The stage was further inhabited by cardboard cut-outs of each of these characters, and the long costume changes deftly dealt with by providing voice-over snippets of each backstage character. As this structure repeated and the cast of characters grew the effect became more ghostly – echoes of each repeating in the memories of the audience – triggered by a glance at the life-sized effigies of Richard Turner’s creations.

Horizon Arts style is stark and slick, extremely physical with a crude script, berating the audience into nervous and delighted giggles.
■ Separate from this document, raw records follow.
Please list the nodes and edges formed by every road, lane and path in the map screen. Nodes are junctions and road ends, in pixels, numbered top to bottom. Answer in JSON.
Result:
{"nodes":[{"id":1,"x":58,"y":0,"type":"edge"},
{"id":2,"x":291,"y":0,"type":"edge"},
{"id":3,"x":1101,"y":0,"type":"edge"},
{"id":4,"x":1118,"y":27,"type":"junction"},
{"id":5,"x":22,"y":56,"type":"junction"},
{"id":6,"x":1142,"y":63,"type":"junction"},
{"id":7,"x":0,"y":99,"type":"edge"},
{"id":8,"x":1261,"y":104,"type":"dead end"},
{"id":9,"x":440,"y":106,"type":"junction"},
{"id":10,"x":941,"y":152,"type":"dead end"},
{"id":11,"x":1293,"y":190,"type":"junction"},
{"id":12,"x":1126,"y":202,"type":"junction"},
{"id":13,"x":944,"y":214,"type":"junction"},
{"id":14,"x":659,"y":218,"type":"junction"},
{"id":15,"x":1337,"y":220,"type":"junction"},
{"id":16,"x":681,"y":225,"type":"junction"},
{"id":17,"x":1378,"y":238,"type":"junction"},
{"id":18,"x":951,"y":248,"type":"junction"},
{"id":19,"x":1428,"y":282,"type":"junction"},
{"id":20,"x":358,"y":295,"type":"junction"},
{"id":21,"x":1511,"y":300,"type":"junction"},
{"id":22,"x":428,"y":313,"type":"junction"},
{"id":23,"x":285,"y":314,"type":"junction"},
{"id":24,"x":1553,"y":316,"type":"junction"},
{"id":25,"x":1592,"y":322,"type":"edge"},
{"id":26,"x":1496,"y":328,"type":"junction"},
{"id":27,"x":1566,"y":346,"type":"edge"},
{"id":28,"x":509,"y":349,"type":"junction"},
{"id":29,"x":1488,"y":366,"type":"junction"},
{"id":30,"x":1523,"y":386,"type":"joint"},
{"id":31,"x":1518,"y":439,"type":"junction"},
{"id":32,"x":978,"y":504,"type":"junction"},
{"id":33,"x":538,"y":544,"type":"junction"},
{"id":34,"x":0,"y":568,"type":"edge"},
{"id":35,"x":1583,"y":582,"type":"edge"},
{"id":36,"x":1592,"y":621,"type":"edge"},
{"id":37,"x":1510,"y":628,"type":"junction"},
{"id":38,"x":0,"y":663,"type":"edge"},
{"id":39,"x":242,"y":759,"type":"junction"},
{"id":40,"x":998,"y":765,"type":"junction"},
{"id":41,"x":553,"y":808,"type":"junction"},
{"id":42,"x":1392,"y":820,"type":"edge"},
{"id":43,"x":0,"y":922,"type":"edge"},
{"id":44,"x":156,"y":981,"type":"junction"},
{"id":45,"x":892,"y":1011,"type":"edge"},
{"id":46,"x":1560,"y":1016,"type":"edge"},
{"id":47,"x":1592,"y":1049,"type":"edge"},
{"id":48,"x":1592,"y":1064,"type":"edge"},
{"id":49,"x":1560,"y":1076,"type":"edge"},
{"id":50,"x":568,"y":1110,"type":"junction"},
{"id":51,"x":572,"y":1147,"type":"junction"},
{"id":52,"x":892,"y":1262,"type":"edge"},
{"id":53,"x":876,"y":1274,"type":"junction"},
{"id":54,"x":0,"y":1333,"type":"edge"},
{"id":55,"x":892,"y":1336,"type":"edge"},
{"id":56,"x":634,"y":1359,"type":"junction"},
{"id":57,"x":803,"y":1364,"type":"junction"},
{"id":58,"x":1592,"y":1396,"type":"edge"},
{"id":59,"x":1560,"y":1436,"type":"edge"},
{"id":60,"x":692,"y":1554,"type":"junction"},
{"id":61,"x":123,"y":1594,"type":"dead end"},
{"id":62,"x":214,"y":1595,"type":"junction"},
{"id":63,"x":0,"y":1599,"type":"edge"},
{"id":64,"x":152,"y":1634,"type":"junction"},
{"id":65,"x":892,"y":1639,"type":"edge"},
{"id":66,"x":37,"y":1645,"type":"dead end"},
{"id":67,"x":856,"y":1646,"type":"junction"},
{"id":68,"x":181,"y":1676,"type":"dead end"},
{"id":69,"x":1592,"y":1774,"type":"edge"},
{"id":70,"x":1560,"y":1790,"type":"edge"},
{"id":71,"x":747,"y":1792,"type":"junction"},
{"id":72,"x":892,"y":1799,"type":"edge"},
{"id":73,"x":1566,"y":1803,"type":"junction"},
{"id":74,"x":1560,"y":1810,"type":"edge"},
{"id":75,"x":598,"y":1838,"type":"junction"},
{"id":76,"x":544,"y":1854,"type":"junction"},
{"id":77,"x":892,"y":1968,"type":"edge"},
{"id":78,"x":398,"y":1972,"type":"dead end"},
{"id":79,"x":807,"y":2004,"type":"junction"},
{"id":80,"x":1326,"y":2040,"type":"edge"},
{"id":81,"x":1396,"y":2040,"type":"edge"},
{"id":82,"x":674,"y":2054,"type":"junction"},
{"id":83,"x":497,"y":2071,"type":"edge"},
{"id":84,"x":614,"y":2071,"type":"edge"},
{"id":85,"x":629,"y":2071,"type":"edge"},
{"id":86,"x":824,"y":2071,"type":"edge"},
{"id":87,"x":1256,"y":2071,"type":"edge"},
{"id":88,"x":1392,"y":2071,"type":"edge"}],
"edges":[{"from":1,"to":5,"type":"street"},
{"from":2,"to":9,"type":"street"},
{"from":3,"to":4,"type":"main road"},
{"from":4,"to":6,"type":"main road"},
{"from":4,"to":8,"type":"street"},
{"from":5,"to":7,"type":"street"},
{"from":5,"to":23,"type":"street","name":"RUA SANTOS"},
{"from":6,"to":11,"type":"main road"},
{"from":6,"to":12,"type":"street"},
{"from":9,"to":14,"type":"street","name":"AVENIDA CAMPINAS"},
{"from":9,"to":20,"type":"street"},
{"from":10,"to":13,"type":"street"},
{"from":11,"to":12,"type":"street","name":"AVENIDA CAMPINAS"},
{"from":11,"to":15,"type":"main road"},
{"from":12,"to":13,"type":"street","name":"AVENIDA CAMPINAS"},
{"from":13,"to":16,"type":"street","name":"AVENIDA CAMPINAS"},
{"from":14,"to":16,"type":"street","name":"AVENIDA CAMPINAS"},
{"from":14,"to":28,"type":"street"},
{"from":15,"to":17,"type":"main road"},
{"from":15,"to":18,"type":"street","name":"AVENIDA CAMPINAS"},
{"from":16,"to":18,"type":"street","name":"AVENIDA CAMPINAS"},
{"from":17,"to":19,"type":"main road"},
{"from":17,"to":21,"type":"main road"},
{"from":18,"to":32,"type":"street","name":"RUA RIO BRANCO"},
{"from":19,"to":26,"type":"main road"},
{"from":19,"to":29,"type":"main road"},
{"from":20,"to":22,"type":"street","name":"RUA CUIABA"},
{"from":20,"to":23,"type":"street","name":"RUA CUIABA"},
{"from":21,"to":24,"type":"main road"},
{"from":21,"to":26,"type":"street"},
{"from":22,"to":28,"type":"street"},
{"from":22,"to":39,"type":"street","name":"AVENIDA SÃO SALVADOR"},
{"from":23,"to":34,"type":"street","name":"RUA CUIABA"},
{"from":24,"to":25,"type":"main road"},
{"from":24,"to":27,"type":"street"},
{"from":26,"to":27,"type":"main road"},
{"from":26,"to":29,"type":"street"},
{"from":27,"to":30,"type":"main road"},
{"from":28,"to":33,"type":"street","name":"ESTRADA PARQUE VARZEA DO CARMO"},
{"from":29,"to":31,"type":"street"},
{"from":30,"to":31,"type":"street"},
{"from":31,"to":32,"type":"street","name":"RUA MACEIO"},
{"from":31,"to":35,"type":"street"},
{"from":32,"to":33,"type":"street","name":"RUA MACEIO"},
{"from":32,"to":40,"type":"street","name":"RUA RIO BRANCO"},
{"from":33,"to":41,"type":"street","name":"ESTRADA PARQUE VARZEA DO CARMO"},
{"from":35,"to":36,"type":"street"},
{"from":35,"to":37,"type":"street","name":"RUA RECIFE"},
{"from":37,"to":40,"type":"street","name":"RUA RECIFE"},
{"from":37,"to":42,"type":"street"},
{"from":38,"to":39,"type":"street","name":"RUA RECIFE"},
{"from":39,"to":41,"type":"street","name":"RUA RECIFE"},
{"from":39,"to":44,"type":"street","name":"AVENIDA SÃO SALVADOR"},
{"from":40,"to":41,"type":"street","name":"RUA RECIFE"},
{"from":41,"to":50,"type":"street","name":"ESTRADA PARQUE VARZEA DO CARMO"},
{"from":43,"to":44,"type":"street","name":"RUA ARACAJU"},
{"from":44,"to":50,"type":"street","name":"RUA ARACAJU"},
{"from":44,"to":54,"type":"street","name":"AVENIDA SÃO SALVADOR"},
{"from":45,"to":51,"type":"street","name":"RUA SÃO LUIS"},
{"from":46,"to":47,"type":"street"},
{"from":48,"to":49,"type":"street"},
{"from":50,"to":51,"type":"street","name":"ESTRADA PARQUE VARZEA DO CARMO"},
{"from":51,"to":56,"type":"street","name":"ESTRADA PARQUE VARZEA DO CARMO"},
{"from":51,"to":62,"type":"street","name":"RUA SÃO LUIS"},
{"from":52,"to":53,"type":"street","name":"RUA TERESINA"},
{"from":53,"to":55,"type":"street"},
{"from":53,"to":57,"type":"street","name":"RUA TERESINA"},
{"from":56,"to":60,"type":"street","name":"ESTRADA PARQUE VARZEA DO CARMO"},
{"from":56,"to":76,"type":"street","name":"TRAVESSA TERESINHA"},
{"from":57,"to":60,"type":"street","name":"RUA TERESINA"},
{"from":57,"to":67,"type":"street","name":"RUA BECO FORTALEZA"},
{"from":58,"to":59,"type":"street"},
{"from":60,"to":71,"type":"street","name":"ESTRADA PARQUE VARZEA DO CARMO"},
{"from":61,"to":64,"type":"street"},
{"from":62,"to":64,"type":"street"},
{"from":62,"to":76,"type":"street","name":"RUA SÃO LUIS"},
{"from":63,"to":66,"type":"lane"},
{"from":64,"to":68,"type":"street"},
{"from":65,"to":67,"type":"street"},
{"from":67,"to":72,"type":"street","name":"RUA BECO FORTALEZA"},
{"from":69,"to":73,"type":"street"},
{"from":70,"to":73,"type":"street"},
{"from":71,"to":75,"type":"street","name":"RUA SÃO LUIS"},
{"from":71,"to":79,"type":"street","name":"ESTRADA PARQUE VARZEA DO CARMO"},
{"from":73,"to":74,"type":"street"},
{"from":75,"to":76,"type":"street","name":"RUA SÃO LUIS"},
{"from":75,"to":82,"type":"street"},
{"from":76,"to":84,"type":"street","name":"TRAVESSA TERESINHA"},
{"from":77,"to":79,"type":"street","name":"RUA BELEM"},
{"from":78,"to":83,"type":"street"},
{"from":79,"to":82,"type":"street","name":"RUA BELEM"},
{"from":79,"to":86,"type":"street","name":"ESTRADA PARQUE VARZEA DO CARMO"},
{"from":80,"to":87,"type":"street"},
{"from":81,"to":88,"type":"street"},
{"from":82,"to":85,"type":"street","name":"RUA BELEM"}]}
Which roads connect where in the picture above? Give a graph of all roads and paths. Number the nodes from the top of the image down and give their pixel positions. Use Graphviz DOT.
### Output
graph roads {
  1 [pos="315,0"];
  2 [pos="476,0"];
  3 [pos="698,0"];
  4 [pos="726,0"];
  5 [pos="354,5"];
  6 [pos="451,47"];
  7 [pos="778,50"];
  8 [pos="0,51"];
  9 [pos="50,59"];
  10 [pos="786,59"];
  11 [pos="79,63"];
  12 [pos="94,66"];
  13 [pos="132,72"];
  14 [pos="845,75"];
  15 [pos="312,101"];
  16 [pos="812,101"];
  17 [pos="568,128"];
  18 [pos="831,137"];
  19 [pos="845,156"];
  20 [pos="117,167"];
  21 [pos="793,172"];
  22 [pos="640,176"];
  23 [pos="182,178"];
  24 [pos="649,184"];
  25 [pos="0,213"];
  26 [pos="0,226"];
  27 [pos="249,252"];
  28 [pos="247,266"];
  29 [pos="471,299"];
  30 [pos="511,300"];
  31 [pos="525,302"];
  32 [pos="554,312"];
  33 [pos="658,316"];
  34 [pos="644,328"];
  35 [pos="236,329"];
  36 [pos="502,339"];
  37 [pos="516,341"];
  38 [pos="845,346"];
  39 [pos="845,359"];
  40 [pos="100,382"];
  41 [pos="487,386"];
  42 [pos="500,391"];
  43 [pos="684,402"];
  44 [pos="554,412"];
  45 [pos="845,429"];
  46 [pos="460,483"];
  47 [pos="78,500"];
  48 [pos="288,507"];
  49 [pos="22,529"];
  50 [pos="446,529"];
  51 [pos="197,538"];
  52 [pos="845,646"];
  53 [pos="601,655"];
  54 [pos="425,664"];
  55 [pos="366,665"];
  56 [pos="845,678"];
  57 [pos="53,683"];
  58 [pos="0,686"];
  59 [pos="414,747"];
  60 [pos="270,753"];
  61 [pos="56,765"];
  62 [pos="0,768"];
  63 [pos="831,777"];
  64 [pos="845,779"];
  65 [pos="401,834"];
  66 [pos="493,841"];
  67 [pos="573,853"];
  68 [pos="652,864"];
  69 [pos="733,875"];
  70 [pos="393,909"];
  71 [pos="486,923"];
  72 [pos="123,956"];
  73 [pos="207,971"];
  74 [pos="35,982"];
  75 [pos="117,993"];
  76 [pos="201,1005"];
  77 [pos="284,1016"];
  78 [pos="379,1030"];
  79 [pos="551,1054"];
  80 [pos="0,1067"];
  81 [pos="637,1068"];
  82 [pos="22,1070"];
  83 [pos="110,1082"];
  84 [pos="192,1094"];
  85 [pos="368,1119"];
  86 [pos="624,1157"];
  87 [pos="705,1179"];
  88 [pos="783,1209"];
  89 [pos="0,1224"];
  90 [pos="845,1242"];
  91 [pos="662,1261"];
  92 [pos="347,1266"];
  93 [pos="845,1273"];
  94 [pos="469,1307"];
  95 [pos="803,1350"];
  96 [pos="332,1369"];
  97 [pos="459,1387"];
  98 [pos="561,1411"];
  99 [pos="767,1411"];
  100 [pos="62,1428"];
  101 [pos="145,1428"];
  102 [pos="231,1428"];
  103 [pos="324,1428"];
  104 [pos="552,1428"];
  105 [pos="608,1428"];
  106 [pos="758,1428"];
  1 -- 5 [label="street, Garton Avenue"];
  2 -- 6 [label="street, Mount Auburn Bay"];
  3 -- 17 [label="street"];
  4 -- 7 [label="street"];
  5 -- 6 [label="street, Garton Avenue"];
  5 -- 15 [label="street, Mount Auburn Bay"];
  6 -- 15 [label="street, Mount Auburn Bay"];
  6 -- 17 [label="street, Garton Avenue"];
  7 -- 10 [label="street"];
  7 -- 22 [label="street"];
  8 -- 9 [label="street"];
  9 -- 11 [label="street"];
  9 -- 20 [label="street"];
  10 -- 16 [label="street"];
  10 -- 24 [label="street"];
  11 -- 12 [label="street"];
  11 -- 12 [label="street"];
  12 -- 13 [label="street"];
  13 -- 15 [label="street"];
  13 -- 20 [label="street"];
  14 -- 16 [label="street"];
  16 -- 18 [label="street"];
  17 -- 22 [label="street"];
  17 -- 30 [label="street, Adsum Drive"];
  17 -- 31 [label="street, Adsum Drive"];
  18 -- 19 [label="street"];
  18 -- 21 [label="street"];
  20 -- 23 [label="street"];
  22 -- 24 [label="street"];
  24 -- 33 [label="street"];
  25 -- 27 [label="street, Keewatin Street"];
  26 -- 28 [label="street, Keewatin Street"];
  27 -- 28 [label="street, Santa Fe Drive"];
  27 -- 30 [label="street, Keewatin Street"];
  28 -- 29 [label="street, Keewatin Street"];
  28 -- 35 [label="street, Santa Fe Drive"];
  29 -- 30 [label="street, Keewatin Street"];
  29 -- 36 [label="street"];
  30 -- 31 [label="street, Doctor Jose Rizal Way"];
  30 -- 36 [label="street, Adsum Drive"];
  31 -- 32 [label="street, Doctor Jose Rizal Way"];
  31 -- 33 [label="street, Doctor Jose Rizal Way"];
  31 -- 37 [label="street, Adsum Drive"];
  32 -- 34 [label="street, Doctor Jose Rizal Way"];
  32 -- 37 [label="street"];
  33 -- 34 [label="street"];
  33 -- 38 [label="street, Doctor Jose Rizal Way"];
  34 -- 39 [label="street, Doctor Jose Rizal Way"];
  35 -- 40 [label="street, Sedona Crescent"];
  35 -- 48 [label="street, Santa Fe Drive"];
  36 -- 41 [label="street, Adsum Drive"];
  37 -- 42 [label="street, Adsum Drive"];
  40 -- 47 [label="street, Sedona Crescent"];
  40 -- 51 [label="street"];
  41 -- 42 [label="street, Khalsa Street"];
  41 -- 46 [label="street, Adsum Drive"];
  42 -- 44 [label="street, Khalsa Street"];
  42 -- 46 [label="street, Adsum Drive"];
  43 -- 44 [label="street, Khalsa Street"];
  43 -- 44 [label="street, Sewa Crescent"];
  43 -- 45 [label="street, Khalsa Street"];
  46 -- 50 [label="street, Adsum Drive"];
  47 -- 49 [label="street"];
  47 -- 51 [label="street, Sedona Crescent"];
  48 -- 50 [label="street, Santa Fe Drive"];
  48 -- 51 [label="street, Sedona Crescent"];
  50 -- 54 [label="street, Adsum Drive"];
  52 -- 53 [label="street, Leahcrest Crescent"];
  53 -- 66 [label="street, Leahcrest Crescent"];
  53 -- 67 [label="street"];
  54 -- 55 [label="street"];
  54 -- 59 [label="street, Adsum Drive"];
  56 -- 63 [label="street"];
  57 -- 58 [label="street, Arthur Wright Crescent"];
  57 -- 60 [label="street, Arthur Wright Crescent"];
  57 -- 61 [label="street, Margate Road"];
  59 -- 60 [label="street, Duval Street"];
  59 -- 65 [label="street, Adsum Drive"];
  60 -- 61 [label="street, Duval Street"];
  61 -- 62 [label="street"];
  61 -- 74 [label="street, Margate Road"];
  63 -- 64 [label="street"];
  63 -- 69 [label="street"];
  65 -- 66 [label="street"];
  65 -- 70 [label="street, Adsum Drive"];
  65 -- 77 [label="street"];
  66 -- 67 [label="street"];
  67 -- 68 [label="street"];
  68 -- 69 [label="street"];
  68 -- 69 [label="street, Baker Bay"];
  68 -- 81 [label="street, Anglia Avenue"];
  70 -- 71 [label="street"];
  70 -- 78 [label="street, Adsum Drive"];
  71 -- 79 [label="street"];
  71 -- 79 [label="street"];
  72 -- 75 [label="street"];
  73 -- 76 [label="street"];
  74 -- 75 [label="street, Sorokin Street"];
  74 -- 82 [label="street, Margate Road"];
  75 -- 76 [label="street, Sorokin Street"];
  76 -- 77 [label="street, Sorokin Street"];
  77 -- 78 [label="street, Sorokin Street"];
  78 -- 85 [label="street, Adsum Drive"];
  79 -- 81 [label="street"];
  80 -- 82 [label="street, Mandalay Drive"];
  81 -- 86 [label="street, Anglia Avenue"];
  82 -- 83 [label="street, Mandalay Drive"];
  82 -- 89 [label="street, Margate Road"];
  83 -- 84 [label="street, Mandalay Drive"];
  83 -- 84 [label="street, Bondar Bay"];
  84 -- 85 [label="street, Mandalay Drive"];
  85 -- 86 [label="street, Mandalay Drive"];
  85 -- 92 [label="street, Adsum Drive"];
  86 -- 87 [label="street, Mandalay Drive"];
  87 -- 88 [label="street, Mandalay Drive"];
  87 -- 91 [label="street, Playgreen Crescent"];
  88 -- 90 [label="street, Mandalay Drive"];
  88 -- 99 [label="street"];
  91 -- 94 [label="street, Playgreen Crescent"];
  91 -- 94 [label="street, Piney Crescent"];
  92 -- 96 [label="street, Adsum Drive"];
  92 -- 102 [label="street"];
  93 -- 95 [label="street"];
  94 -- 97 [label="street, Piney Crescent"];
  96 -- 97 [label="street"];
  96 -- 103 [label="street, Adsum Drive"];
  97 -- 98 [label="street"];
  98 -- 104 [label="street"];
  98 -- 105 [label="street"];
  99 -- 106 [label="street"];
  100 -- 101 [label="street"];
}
This flagrant approach is clearly not for everyone; two audience members walked out half-way through. Such a shame as they missed one of the fullest and most resolved endings of this year’s Fringe. Surprisingly delicate after such an intense performance, a spotlight picked out Turner, finally himself after a complicated, choreographed fight with his inner characters.

The audience left satisfied, moved – given a precious insight into the wrestle of creativity and the schizophrenic oddity of calling forth monsters from within and dealing with their echoes pounding, following you through life.

Turner shows us how it feels to pour every ounce of energy into creating a character and then for that mask to vanish, but not quite completely.